Trifonov finds the heart in Bach’s The Art of Fugue

United StatesUnited States Bach, The Art of Fugue: Daniil Trifonov (piano), presented virtually by Aspen Music Festival, streaming from Connecticut, 19.7.2020. (HS)

Daniil Trifonov (piano)

Pianist Daniil Trifonov does not shy away from big challenges. For his recital at last summer’s Aspen Music Festival he strung together piano works representing each decade of the twentieth century into a marathon exploration of modern classical pianism. For the festival’s virtual concert Sunday, streamed from Trifonov’s home in Connecticut, the Russian-born pianist tackled The Art of Fugue, which J. S. Bach left unfinished at his death in 1750. Over a 10-year period, history’s greatest counterpoint composer spun a singular strand of melodic material into an hour-long tapestry that summed up everything he knew about the fugue.
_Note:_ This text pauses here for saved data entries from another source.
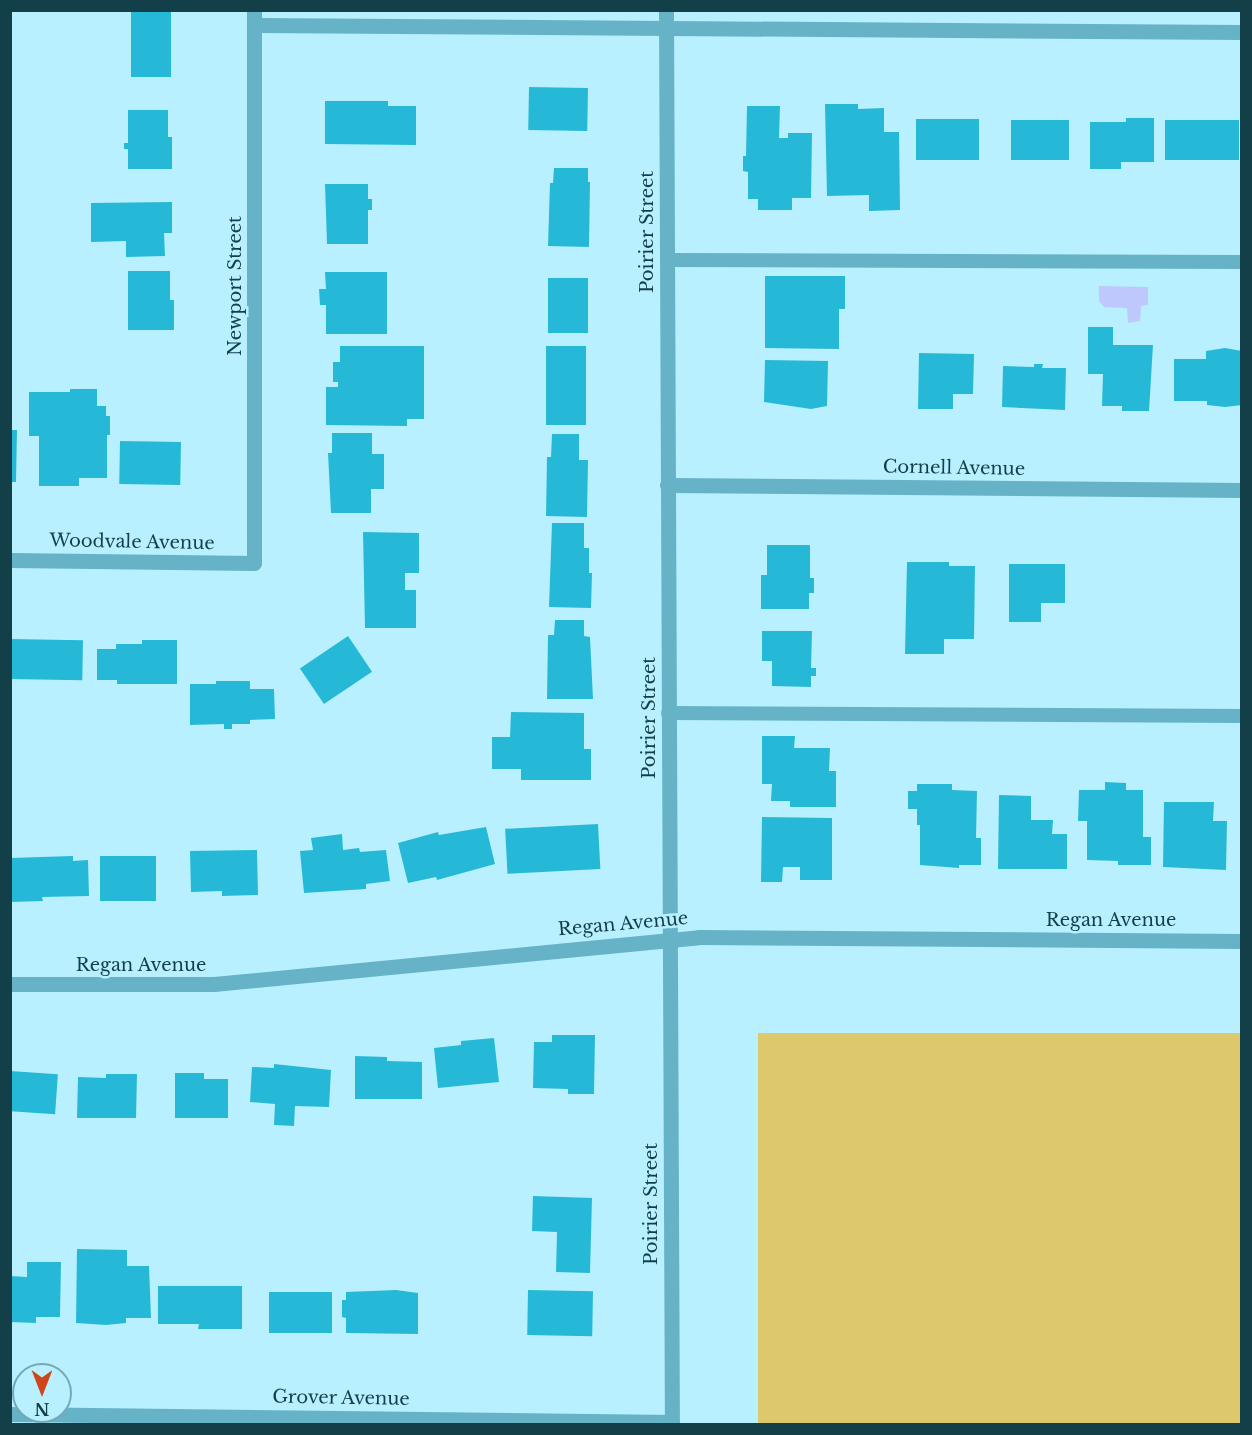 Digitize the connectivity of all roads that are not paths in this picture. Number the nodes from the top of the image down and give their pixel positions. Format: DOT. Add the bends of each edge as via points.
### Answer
graph roads {
  1 [pos="666,10"];
  2 [pos="254,18"];
  3 [pos="666,28"];
  4 [pos="1242,32"];
  5 [pos="667,260"];
  6 [pos="1242,262"];
  7 [pos="667,486"];
  8 [pos="1242,490"];
  9 [pos="10,560"];
  10 [pos="254,562"];
  11 [pos="668,713"];
  12 [pos="1242,716"];
  13 [pos="669,938"];
  14 [pos="1242,941"];
  15 [pos="10,984"];
  16 [pos="10,1414"];
  17 [pos="672,1423"];
  1 -- 3 [label="street, Poirier Street"];
  2 -- 3 [label="street"];
  2 -- 10 [label="street, Newport Street"];
  3 -- 4 [label="street"];
  3 -- 5 [label="street, Poirier Street"];
  5 -- 6 [label="lane"];
  5 -- 7 [label="street, Poirier Street"];
  7 -- 8 [label="street, Cornell Avenue"];
  7 -- 11 [label="street, Poirier Street"];
  9 -- 10 [label="street, Woodvale Avenue"];
  11 -- 12 [label="lane"];
  11 -- 13 [label="street, Poirier Street"];
  13 -- 14 [label="street, Regan Avenue"];
  13 -- 15 [label="street, Regan Avenue" via="214,984"];
  13 -- 17 [label="street, Poirier Street"];
  16 -- 17 [label="street, Grover Avenue"];
} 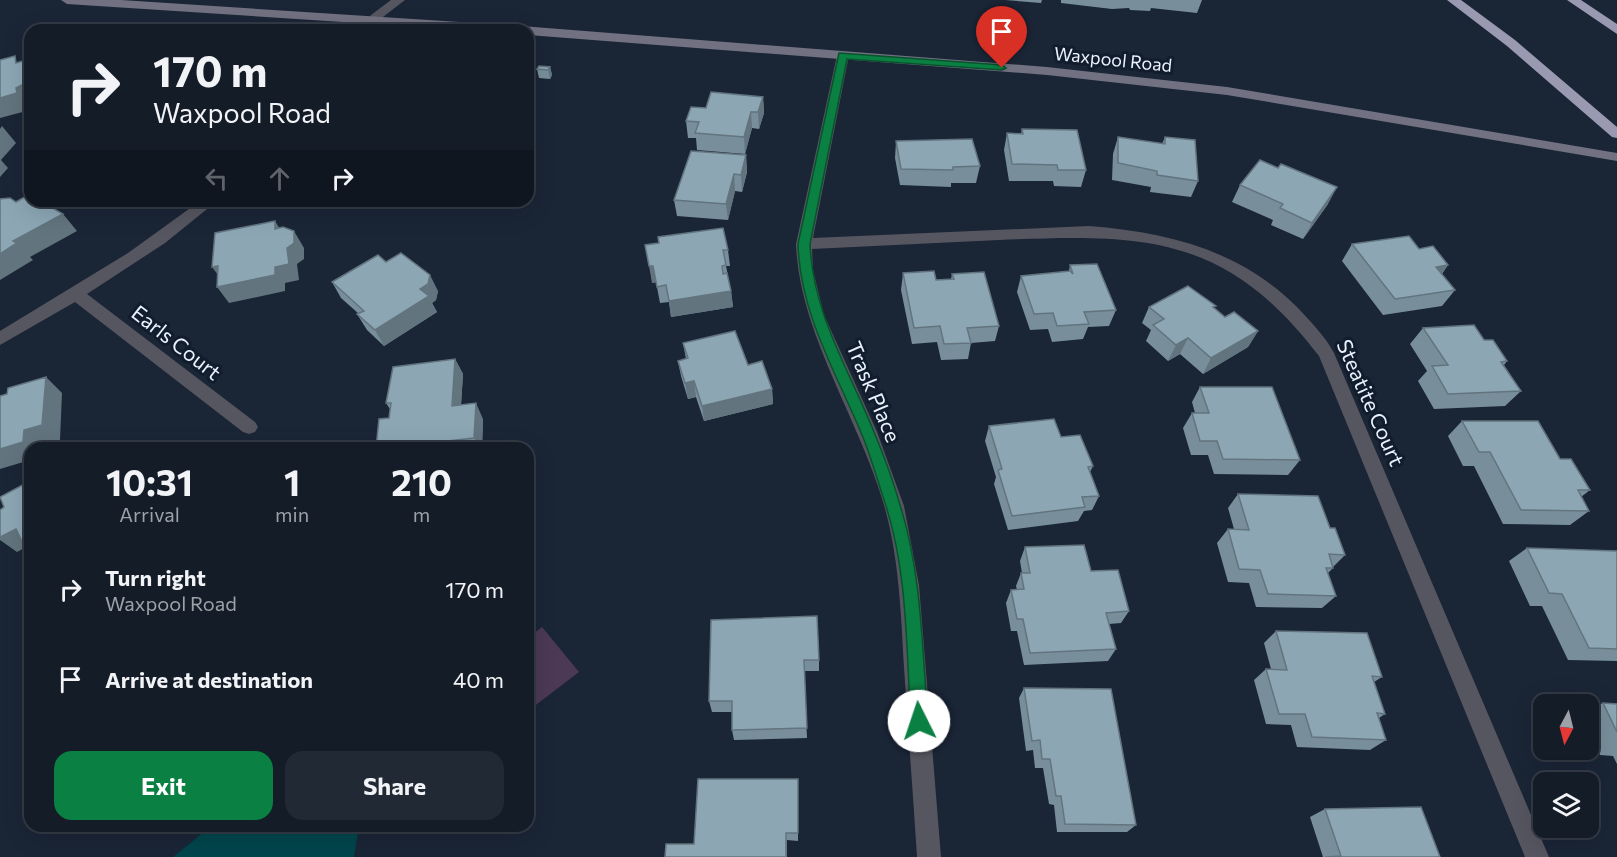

Finding the piece’s depths poses quite a test for a pianist who has not yet reached his 30th birthday. Trifonov not only prevailed but put his own stamp on the music. He focused on bringing out its lyrical soul without compromising the necessary rhythmic pulse or the Baroque fugue’s strict architecture. He also offered a completion of Bach’s work by writing his own ending for the finale, and it’s a good one.

This performance omitted the four canons, which can provide breathers between groups of related fugues. If this raised the level of difficulty, Trifonov found ways to achieve variety.

At his Fazioli grand piano, set up in a corner of his living room before a backdrop of white Venetian blinds, Trifonov applied a tenderness and sweetness to the first four fugues, even introducing some gentle rubato to allow phrases to breathe. The fourth picked up the pace with a soft lilt balanced against crisp attacks as phrases emerged from the counterpoint, and the fifth settled into an introspective quiet.

The sixth, ‘In a French Style’, stepped out boldly with stentorian octaves, kept to a steady tempo and introduced some pedal to produce bigger sounds. Even as the key stayed in D minor, Trifonov found colors for the succeeding fugues – lively and bright in the ninth, melancholy in the tenth, building from a quiet hush to a plateau of richness in number 11.

In the next two, the contrasts felt like turning a corner from a slow, dreamy 12th to dancing in the sunlight with the triplets of the 13th. Actually, these are two fugues each, as Bach turns the material of each fugue upside down for a second go. With tempo and touch, using pedal judiciously, the pianist conjured different emotional effects with each one.

In the extensive, final triple fugue Bach went against expectations by aiming for quiet contemplation rather than revving up for a big finish. It goes on for longer than most of the other fugues, even though Bach left it unfinished at the point where it introduces a new figure, a four-note sequence that spells out ‘B-A-C-H’.

Several composers have taken a shot at writing a finish, often picking up the figure and running with it in their own styles. Trifonov, a composer in his own right, opted to stick to Bach’s rules of fugue writing. His finish is not at all showy. It summons a kind of serene beauty, and lets the music unfold gently until it reaches a sigh of a finish.